W uroczystym dniu witam Was serdecznie i zapraszam do stołu :)
Choć pewnie w każdym domu pyszności nie brakuje pozwólcie, że zaprezentuję kilka smacznych obrazków ;)
Chociaż nie mieliśmy dużo czasu na przygotowania świąteczne
(niespodziewany pobyt poza domem) wszystko wygląda jak trzeba :)
Nasze ulubione sosy świąteczne: wiosenny, chrzanowy i tatarski, w wykonaniu Mamy oczywiście.
Ja zajęłam się pieczeniem ciast.
Mazurek pomarańczowy z przepisu z ostatniego wydania "Pani",
babka i nowy sernik czekoladowy z solonym karmelem z przepisu w "Werandzie Country".
Do tego jeszcze tort na drugie urodziny Misiolka i ciastka z przepisu Agnieszki Maciąg.

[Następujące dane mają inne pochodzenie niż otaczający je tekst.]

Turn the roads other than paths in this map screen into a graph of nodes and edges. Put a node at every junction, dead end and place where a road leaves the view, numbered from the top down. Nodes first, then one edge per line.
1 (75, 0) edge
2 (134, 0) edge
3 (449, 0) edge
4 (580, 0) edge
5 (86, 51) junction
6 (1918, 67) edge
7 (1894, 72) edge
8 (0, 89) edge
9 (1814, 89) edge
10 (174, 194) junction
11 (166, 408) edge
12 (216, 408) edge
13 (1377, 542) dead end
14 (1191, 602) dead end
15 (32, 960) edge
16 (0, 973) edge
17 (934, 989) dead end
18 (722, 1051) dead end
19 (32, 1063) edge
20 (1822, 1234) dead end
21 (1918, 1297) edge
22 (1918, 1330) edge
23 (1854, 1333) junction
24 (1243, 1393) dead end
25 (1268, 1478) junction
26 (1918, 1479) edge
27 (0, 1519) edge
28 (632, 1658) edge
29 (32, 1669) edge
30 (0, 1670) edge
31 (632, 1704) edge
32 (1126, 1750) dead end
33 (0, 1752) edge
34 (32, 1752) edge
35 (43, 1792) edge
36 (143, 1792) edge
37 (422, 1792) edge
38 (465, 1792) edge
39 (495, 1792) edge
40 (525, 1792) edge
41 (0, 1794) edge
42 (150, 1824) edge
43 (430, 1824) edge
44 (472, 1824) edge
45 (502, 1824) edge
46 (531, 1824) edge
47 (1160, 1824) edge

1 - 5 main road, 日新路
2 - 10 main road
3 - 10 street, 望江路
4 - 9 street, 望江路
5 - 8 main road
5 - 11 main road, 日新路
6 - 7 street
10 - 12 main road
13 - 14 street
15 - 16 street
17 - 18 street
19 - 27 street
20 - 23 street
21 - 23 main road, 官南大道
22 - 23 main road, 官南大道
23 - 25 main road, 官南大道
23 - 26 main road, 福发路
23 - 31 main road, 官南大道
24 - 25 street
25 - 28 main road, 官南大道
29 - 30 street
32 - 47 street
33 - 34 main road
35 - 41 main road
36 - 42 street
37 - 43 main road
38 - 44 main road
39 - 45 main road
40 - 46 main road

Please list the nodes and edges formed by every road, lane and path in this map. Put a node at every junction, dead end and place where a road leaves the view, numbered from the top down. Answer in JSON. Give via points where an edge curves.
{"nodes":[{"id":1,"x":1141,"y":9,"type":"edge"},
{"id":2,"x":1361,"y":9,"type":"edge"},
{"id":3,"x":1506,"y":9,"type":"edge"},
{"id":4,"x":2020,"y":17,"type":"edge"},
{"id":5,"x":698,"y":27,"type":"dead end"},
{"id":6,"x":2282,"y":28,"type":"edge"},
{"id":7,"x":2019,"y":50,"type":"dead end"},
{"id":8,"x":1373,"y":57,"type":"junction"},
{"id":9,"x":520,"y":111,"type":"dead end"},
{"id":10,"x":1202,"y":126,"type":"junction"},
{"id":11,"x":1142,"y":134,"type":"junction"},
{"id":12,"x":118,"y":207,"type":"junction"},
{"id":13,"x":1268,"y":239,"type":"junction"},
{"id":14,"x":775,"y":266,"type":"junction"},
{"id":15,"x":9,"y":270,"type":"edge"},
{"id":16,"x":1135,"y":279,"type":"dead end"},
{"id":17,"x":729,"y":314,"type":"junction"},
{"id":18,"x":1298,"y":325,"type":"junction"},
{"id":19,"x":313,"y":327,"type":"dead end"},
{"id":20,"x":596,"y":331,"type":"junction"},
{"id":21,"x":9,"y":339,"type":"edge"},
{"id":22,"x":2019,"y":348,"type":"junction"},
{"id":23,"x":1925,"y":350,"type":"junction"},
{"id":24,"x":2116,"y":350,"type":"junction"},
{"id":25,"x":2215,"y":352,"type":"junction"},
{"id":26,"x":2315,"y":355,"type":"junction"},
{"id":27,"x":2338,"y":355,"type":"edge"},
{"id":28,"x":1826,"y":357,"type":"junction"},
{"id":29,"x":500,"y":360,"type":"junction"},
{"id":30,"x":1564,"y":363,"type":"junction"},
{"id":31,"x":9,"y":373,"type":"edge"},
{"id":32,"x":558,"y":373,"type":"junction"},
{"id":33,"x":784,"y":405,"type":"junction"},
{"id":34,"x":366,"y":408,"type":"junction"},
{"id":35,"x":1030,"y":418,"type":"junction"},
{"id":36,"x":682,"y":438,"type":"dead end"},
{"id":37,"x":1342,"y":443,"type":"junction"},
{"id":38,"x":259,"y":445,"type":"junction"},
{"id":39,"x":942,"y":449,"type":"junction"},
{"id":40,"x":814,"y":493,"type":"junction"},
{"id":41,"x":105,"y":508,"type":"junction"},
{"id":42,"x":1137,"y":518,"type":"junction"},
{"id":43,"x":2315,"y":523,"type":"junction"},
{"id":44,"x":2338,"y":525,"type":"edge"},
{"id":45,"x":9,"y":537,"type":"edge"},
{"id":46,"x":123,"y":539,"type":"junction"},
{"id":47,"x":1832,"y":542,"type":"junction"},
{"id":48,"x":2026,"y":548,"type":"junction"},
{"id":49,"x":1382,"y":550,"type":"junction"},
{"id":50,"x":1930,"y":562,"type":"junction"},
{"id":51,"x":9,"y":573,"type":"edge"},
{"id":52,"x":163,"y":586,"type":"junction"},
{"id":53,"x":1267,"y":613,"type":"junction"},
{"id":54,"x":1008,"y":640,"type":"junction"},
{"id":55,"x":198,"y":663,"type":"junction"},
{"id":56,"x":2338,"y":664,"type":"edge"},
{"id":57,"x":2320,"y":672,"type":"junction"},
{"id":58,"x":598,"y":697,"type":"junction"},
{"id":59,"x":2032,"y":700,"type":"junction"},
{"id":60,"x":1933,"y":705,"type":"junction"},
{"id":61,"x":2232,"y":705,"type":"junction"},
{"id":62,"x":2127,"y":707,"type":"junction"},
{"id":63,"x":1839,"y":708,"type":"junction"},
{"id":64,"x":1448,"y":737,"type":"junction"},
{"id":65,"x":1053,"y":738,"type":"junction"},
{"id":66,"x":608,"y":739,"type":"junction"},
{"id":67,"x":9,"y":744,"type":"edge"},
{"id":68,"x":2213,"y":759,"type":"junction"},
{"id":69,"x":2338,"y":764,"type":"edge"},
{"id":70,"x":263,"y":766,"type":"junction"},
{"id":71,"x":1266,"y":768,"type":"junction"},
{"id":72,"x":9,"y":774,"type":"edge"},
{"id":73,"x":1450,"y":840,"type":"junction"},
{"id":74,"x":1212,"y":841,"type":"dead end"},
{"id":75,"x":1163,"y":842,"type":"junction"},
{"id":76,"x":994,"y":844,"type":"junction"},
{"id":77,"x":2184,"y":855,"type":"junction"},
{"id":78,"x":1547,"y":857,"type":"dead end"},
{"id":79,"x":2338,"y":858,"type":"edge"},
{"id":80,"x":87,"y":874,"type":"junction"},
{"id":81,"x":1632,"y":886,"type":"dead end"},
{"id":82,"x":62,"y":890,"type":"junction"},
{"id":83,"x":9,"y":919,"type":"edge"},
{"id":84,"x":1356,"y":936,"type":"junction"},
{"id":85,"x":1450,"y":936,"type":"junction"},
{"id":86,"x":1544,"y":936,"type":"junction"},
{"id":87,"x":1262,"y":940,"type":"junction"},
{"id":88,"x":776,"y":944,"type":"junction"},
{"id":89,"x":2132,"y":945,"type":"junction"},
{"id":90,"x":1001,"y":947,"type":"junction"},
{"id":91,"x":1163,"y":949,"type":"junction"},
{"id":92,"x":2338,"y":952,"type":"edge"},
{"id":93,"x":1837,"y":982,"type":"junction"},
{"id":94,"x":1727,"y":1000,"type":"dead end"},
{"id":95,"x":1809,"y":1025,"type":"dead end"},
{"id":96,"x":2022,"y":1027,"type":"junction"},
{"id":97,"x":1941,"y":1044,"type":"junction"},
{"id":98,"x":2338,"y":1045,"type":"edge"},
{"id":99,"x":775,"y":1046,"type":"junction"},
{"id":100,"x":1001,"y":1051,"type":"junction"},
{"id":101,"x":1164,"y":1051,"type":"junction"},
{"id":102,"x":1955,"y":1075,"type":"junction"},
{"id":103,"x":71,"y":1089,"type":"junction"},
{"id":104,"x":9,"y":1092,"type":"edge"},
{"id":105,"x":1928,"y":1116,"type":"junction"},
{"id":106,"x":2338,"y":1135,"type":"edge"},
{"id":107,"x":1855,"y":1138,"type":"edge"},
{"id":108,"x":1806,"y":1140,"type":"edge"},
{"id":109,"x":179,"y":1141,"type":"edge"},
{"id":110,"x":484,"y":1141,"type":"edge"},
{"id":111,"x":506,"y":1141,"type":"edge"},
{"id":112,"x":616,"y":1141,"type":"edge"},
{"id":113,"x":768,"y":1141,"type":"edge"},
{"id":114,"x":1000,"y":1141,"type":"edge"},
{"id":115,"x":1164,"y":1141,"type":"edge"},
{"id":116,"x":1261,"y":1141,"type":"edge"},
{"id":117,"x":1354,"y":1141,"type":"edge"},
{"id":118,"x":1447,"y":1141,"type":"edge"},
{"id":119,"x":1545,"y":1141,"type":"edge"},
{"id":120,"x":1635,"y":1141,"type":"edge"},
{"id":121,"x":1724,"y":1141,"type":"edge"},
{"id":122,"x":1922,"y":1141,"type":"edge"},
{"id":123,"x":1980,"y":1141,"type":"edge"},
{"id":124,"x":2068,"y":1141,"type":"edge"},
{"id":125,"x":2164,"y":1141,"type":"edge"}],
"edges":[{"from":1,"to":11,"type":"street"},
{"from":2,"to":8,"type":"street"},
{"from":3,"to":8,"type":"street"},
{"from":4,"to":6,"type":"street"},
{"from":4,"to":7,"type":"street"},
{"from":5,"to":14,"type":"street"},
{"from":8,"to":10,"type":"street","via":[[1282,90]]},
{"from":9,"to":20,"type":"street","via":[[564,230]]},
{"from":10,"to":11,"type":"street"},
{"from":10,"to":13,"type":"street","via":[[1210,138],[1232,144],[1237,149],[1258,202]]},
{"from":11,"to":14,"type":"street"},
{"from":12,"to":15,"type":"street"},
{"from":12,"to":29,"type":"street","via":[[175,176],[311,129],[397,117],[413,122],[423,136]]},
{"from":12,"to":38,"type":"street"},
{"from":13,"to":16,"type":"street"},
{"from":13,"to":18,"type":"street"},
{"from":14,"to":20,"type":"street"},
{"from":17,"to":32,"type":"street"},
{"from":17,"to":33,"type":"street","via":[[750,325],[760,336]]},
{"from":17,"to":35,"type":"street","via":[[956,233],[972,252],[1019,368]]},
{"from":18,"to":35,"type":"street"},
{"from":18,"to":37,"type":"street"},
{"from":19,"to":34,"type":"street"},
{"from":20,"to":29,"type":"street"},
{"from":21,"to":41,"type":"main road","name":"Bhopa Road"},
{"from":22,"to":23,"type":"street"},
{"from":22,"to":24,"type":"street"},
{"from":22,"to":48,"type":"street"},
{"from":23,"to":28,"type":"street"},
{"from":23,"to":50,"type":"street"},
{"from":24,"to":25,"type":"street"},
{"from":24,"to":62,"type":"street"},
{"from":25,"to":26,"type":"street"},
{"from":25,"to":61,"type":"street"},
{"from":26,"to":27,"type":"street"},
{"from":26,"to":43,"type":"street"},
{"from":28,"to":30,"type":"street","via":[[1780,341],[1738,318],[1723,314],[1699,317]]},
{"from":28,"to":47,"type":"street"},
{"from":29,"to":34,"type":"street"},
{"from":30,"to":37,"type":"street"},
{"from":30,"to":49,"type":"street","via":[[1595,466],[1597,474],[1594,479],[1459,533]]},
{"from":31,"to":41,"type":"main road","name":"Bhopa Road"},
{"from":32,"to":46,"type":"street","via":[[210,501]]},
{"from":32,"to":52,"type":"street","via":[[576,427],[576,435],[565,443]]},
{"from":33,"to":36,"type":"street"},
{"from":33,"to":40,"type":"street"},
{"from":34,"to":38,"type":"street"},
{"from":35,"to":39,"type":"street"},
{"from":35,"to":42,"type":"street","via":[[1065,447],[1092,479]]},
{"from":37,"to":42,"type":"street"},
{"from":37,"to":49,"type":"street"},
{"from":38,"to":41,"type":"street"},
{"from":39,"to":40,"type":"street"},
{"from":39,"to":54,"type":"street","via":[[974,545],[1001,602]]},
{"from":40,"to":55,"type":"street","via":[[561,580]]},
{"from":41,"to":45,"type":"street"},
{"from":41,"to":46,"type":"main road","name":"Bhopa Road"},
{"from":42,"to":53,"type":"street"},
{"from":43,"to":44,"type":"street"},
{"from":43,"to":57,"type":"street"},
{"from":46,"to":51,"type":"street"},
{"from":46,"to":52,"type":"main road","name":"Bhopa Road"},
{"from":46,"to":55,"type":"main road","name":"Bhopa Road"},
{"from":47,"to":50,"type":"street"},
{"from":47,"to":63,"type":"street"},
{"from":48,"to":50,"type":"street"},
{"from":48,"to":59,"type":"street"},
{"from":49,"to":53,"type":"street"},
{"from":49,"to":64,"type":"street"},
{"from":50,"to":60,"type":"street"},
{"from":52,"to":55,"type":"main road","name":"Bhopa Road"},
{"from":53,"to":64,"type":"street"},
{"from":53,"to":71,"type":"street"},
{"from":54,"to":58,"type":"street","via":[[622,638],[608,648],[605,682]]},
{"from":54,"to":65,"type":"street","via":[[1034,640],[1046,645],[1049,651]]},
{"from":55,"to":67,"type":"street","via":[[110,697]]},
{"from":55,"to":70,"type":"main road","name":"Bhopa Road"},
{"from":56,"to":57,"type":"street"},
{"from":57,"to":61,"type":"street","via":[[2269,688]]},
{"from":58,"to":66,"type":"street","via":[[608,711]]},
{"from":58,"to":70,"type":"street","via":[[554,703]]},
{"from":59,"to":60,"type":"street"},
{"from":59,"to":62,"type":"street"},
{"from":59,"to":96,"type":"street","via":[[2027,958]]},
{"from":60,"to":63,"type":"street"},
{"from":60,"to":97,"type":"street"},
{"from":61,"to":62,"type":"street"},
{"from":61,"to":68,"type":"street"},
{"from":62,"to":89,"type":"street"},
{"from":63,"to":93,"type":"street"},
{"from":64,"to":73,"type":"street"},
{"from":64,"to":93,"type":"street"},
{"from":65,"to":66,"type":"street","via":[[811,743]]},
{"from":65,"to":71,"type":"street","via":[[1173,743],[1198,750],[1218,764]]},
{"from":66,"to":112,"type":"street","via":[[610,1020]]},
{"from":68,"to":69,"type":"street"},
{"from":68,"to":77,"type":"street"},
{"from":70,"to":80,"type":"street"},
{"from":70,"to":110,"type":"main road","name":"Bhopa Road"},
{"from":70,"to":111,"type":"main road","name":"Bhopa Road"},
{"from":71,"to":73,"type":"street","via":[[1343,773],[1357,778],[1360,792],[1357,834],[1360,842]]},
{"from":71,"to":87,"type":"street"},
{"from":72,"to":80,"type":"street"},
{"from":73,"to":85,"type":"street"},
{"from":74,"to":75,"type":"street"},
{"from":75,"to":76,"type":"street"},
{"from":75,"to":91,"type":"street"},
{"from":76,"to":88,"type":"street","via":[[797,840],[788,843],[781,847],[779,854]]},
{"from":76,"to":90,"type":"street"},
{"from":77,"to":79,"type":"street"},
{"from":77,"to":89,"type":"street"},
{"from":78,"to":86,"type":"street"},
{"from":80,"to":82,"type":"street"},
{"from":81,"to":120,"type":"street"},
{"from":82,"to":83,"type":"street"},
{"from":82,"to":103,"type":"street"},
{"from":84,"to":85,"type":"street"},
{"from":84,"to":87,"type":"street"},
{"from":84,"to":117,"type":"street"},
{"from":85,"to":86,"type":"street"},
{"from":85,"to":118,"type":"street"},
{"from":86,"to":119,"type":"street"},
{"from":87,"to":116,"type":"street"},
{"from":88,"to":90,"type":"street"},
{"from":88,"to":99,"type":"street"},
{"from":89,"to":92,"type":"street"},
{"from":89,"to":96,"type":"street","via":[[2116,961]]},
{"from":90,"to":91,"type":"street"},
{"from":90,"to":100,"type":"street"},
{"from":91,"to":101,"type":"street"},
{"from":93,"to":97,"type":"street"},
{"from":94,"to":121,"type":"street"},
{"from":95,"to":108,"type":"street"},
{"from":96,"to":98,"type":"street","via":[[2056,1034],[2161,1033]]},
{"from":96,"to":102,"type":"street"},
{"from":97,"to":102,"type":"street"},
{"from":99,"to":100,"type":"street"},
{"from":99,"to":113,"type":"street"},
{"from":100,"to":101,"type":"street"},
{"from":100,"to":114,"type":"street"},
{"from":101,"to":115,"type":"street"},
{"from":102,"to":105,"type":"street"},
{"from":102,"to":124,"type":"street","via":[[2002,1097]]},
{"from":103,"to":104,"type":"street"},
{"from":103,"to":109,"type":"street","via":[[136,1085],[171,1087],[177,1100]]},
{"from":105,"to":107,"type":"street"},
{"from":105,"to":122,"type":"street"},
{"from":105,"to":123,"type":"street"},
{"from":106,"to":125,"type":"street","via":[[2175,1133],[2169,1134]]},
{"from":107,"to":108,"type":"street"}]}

I co z tym wszystkim począć?
W oknie powiesiłam nowe firanki w kolorze łososiowego różu. Zebrały już dużo achów i ochów.
Pierwszy raz odważyłam się na ten kolor i myślę, że pasuje do wiosennych klimatów.
Wyciągnęłam też nieśmiertelnego zająca. Przez swój betonowy wygląd pasuje do różnych aranżacji.
Trochę miętowego koloru, błękit i mamy pastelowy miks.
Hiacynty trzymają formę w fiolce zawieszonej w oknie.
i w doniczce...
A pomysłów na dekoracje tyle, że zmieniam je co chwila.
Wiosenny nastrój wprowadza też nowy, kwiecisty obrus z Zara Home, który kupiłam jeszcze zimą.
Ma debiut w te Święta. Prawdziwa eksplozja kolorów...
A jakie są Wasze, wielkanocno - świąteczne klimaty?
Moi Drodzy życzę Wam wspaniałego, rodzinnego świętowania,
wypoczywania i cieszenia się wyjątkową atmosferą.